6/10 plates i have run have presented the same issue and I have been observed by a collegue who confirmed its not my trchnique causing the odd results.

So, my plate develops perfect except for rows A,B, and C down the entire plate including std curve (500ng). its not a plate washer issue as we rotate our plates 180 and perform a second wash each step to overcome washer variability. all my incubations are at 37 for one hour. originally i thought the issue was stemming from stacked plates but I stopped that habit and results were the same.

so again, everything to the right of row B/C develops perfect but everything to the left doesnt develop at all. any ideas?

-matty2431-

matty2431 on Aug 20 2009, 06:15 AM said:

hello

i am having trouble with my sandwich elisa with streptavidin hrp, 1 step tmb substrate.

6/10 plates i have run have presented the same issue and I have been observed by a collegue who confirmed its not my trchnique causing the odd results.

So, my plate develops perfect except for rows A,B, and C down the entire plate including std curve (500ng). its not a plate washer issue as we rotate our plates 180 and perform a second wash each step to overcome washer variability. all my incubations are at 37 for one hour. originally i thought the issue was stemming from stacked plates but I stopped that habit and results were the same.

so again, everything to the right of row B/C develops perfect but everything to the left doesnt develop at all. any ideas?

It sounds like you are not coating the plate in those three rows. Do you coat the plates yourself?

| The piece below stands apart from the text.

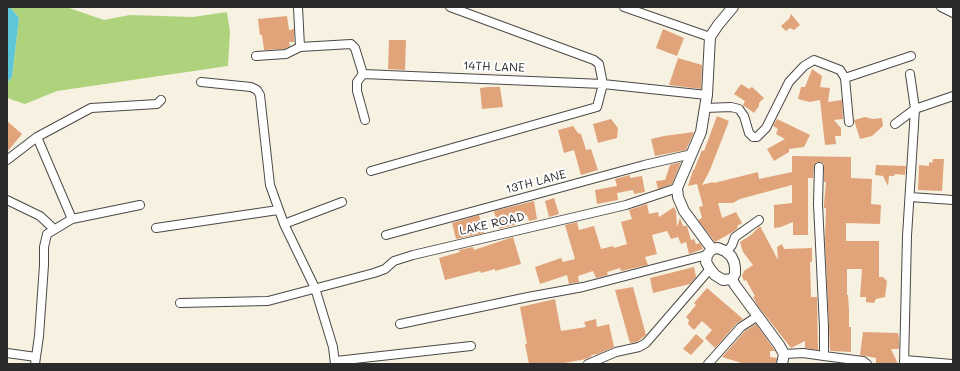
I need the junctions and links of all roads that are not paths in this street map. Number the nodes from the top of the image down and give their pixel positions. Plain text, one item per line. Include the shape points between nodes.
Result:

Manual antigen coating or do you use an automated system? If so, you could have a blockage in the coating tubing; try the assay with the plate rotated 180 degrees from the start. If your coating has failed, your failed rows should change.
Other failures, such as blocking, would cause high background. The same for poor washing.

The problem is that with each reagent addition step, it should be obvious if you have not added the reagent...

-swanny-

No all the wells are coated, and all reagents are added. I mean we are talking about well A1 which probably is the easiest well to make sure you have all the reagents added to. Say for the standard curve, obviously antigen had to be added to well A1 for well A2-12 to be diluted/show any development at all. Same for the samples. I am getting down the dilution gradient development, just not in the first couple of columns. Its really odd, but I seem to be really good at reproducing the same results. Of the plates that have developed correctly, the standard curve had a HUGE hook effect. We are starting to think maybe the std conc is too high.. but that doesn't explain the samples acting the same.